Launched in 2014, League pioneers a digital approach to benefits including health spending accounts, lifestyle spending accounts and workplace health services. “(League’s digital offering) is going to be very appealing to millennials – some of the words they’re using to brand this product, like ‘pick and pay’, speak to our millennials… they have the control,” Janet Salopek, partner and senior consultant at HR-focused Salopek and Associates told Yahoo Canada Finance last year.

And it’s gaining momentum. In October, Serbinis told the Globe and Mail that 2017 had been a milestone year, growing to 130 employees. The company is currently in the midst of expanding into the U.S. where he estimates companies spend “three to five times more per employee in offering health insurance.” League has big goals, with plans to be in the 10 largest U.S. cities by summer 2018 and reach $1 billion in business by the end of next year.

(TechCrunch)
(TechCrunch)

Hopper

It’s only been a year since Hopper, a Montreal-based startup which developed an app that predicts changes in airfare, received an $82-million vote of confidence in the form of a venture capital financing deal led by Canada’s second largest pension fund Caisse de dépôt et placement du Québec. Yet the company has already set its sights on another industry to disrupt: hotel-booking.

“Typically it would be laughable for us to take on a $100-billion [U.S.] company [like Priceline], but given the traction we’ve seen on mobile … it really feels like we can grow to several hundred million downloads globally and literally rebuild one of these mobile empires,” Hopper CEO and co-founder Frederic Lalonde told the Globe and Mail in October. “We have our sights set on literally owning mobile and displacing the two large giants that operate around the world.”

With its airfare model, the company’s app collects the user’s flight dates, analyzes patterns from online quotes, and sends them a notification when to book their travel. Hopper processes an estimated US$1.5-million worth of flight bookings daily.
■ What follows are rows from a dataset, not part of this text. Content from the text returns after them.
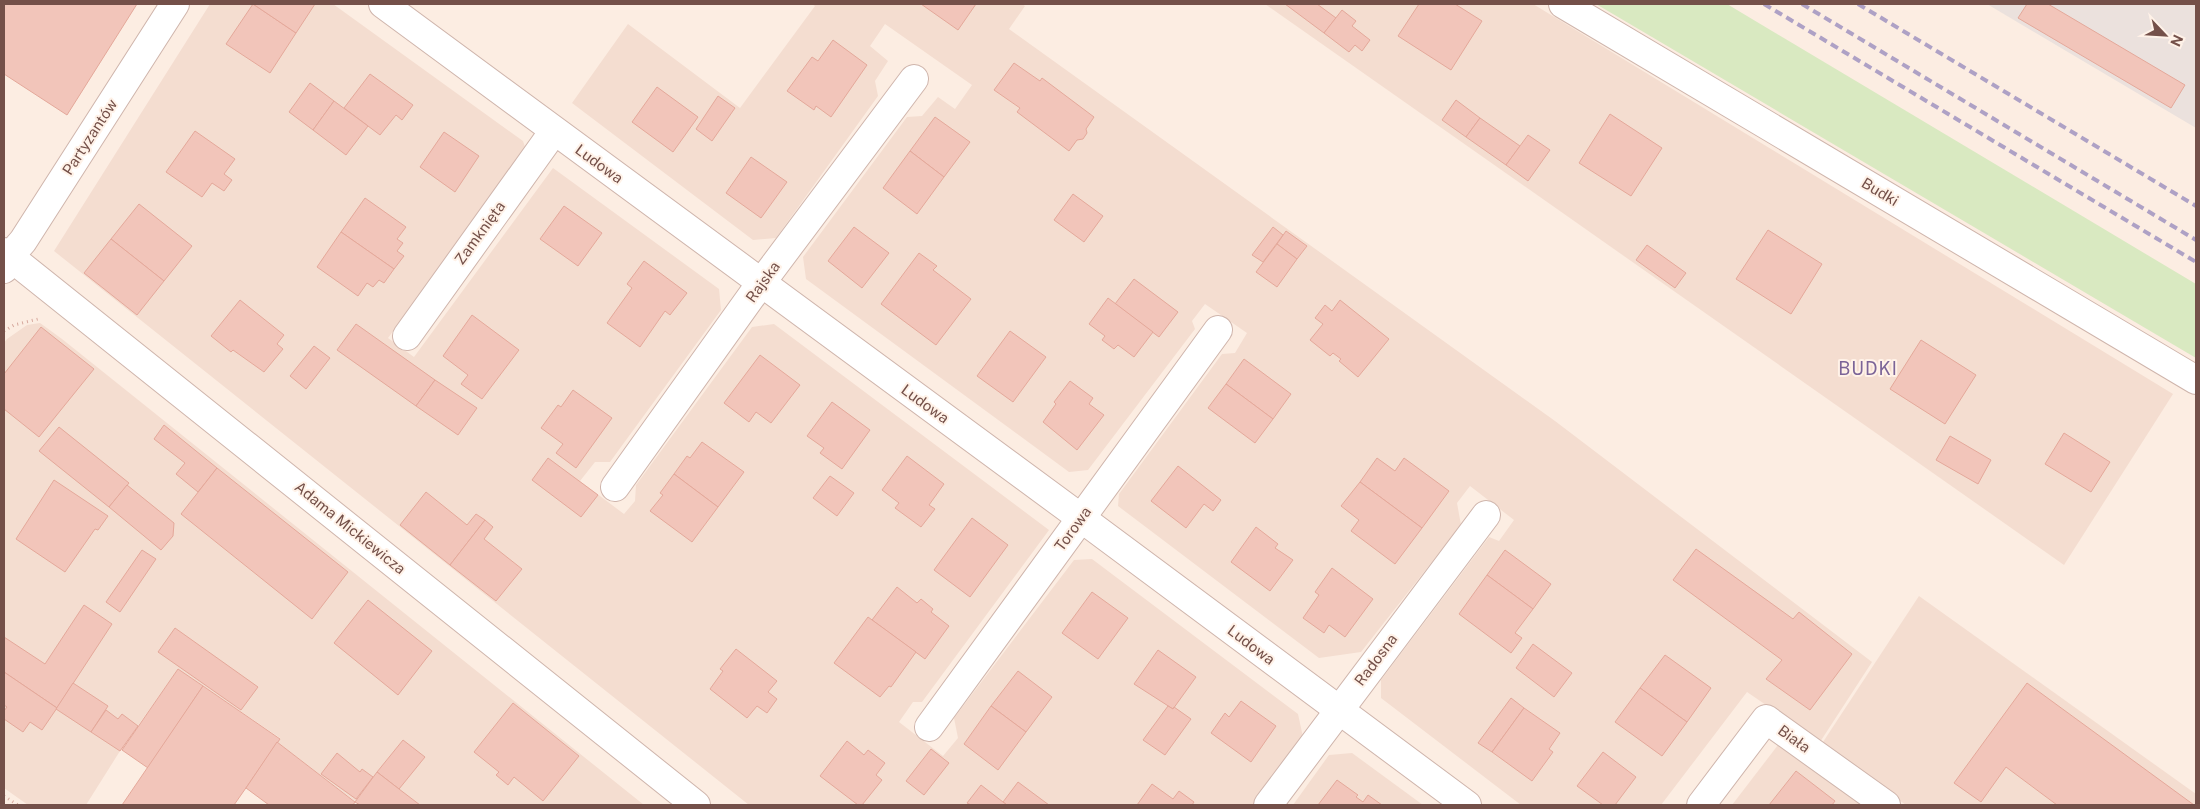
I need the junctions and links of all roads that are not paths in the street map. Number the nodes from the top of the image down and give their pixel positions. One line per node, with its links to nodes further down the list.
1 (175, 4): 6 (street, Partyzantów)
2 (383, 4): 5 (street, Ludowa)
3 (1563, 4): 10 (street, Budki)
4 (914, 79): 7 (street, Rajska)
5 (554, 130): 7 (street, Ludowa); 9 (street, Zamknięta)
6 (6, 259): 16 (street, Adama Mickiewicza)
7 (761, 283): 11 (street, Rajska); 13 (street, Ludowa)
8 (1218, 330): 13 (street, Torowa)
9 (407, 336)
10 (2196, 380)
11 (615, 487)
12 (1486, 515): 14 (street, Radosna)
13 (1081, 518): 14 (street, Ludowa); 15 (street, Torowa)
14 (1338, 711): 17 (street, Radosna); 18 (street, Ludowa)
15 (929, 727)
16 (696, 805)
17 (1268, 805)
18 (1467, 805)
19 (1701, 805): 20 (street, Biała)
20 (1886, 805)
Over the course of the next year, expect another hit app from Hopper as it collects and analyzes hotel prices and builds a similar engine to its airfare one. The company is in the process of developing its New York offerings with plans to expand to other markets including San Francisco, Las Vegas and Miami through 2018.

(TechCrunch)
(TechCrunch)

Top Hat

The Waterloo-founded education-tech company has already overhauled the way teachers interact with students via its smartphone, laptop and tablet-enabled platform. Top Hat is used in 75 per cent of North America’s top universities and colleges. Its revenue grew by 617 per cent from 2013 to 2016, earning it a place on Deloitte’s 2017 Technology Fast 50™ list.

But its recent push to usurp the textbook industry is sure to excite university and college students (and parents footing their kid’s post-secondary education bill). Earlier this year, the company rolled Top Hat Marketplace out of beta. The platform replaces the dated and overpriced textbook model with digital, teacher-generated affordable content.

“The traditional textbook needs to die,” Malgosia Green, chief product officer at Top Hat told TechToronto in July. “Over the last 200 years, universities have been hotbeds of technological innovation, and yet their classrooms and the textbooks used in those classrooms has hardly changed at all.”

Top Hat’s interactivity-focused learning tools are on trend with the way education is going, making them a company to watch, says Michelle Liem, who analyses the educational toys sphere at The NPD Group.

“Top Hat has really nailed it as far as being there at the right time when the world is ready to embrace this kind of thing,” she says. “Kids are growing up with it, for them, it’s a no-brainer… I think it helps that learning experience and takes it to a whole new level.”